WORKING DATA below:

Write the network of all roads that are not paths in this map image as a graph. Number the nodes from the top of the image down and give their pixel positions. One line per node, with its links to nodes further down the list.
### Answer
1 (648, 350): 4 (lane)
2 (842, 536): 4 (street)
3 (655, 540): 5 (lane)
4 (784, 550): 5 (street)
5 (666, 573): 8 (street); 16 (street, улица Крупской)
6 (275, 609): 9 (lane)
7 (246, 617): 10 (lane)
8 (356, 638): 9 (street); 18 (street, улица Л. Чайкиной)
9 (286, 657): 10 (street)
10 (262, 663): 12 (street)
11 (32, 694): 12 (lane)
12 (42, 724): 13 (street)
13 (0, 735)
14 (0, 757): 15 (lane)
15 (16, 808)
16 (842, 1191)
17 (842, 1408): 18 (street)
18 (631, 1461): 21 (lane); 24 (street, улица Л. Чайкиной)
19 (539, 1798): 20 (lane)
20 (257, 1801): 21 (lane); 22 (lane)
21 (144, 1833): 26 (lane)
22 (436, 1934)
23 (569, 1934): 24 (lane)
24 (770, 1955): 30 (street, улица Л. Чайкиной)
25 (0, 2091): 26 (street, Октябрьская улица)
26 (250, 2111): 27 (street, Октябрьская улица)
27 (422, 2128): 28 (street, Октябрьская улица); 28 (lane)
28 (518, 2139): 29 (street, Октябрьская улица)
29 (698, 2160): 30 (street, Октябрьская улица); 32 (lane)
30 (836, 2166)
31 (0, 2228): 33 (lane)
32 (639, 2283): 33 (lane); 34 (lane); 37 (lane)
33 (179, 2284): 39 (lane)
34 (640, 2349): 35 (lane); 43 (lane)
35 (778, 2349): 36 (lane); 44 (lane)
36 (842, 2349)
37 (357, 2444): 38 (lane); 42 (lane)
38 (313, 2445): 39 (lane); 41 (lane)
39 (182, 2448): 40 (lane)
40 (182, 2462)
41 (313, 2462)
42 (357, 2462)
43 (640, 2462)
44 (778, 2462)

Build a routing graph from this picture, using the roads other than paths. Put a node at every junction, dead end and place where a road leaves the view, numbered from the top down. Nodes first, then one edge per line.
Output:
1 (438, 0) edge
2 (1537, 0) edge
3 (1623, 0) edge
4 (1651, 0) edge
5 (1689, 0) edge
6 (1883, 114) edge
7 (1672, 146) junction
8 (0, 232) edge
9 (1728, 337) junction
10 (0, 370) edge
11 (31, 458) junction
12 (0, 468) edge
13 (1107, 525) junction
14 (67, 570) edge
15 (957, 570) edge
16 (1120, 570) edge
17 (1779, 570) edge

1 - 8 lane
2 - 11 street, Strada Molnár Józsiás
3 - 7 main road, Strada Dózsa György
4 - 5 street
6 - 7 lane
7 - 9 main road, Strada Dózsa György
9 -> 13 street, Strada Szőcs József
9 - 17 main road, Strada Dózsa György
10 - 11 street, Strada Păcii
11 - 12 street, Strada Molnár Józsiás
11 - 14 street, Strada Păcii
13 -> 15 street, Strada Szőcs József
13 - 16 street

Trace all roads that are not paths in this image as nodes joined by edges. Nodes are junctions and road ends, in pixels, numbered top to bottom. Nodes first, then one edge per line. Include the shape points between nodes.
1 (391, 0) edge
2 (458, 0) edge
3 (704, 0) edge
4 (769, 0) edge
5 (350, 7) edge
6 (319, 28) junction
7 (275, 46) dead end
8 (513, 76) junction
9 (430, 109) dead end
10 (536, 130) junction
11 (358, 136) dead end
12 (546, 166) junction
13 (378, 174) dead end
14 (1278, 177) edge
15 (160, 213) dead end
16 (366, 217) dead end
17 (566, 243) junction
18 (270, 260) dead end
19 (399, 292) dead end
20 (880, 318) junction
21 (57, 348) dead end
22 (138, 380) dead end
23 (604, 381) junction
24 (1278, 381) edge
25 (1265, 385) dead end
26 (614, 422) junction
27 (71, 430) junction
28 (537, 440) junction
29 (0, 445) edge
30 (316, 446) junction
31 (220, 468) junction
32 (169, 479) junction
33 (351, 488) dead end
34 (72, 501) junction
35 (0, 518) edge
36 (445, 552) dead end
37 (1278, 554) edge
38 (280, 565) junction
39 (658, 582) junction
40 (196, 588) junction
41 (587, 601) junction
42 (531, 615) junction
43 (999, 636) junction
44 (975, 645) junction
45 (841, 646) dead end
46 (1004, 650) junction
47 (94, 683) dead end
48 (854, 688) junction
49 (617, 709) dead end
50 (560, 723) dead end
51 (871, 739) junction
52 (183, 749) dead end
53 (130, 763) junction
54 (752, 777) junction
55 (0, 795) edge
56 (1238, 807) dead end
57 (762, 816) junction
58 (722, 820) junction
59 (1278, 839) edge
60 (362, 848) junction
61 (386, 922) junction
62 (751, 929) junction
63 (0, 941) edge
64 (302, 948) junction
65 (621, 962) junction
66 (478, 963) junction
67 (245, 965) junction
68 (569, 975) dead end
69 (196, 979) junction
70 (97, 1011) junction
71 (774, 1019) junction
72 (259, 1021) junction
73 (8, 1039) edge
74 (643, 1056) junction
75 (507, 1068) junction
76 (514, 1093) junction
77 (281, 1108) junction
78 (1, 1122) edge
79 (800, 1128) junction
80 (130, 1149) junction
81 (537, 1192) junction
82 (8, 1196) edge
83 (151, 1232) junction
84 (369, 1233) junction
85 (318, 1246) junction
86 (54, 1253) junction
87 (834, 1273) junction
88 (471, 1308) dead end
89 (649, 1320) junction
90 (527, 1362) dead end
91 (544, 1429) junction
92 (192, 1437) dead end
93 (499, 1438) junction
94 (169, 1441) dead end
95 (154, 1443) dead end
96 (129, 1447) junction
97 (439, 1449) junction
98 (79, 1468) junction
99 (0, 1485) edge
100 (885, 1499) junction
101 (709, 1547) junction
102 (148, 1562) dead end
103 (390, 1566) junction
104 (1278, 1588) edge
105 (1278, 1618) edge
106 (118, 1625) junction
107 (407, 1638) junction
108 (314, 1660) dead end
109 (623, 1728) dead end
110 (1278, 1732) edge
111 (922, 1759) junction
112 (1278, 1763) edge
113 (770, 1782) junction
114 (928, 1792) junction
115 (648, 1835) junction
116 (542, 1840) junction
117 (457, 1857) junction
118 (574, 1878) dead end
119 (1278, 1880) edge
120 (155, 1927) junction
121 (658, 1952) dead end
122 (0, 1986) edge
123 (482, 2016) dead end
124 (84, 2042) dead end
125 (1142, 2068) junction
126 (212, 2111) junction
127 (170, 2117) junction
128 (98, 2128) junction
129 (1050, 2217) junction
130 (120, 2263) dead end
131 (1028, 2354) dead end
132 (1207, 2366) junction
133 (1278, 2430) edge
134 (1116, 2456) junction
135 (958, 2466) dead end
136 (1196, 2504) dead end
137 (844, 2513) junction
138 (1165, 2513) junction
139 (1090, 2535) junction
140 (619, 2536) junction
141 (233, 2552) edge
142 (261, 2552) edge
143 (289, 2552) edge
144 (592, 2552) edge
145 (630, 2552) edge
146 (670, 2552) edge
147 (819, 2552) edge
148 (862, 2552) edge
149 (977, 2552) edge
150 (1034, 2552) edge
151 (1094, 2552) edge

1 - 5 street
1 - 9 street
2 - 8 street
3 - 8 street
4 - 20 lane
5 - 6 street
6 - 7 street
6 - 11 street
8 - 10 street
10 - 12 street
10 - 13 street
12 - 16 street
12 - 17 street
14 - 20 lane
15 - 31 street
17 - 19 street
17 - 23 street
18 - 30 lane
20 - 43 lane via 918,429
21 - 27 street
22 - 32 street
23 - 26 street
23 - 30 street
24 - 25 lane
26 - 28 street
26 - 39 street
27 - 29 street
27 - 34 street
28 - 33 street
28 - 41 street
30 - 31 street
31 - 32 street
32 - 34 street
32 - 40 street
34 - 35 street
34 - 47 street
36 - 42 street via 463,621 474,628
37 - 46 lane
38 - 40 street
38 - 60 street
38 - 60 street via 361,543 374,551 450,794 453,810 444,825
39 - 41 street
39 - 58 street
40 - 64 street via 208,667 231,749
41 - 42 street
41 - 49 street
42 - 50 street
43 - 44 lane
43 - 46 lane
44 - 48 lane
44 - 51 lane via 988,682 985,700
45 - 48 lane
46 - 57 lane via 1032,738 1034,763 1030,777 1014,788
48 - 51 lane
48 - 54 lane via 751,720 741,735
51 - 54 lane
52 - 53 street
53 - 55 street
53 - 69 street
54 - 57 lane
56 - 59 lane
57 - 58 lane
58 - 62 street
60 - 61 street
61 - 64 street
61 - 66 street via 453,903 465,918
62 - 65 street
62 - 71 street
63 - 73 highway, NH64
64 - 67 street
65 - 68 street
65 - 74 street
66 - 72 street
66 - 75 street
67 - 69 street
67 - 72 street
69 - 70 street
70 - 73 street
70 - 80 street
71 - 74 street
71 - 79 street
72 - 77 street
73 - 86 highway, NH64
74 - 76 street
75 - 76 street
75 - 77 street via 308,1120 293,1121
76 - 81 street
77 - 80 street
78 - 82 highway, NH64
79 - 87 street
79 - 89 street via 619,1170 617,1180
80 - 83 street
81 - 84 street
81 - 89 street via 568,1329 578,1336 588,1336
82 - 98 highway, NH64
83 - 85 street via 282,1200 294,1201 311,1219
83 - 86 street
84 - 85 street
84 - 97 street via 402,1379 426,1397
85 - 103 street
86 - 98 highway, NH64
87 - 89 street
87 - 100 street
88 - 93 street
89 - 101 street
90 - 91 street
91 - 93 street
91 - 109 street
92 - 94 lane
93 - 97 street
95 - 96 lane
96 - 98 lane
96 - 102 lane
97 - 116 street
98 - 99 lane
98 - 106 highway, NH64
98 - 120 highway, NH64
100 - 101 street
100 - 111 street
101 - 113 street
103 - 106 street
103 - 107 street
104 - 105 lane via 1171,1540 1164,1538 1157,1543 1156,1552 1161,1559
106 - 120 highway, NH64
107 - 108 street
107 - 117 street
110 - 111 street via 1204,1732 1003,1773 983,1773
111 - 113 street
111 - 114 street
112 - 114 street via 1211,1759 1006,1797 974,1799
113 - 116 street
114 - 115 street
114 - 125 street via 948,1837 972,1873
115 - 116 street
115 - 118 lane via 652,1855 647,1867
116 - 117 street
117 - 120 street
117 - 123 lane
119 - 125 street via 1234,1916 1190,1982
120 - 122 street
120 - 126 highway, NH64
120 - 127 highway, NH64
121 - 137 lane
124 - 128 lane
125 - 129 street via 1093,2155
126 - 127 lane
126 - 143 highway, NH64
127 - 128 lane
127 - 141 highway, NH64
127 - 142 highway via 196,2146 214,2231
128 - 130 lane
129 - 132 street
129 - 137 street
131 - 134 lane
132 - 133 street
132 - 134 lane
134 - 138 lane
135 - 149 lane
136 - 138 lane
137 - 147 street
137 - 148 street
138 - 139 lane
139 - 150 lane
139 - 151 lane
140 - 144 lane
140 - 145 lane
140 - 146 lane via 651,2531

End of WORKING DATA.

How many lines in the data above contain the string "main"? Reply with only the number.

#### [ANSWER BELOW]
3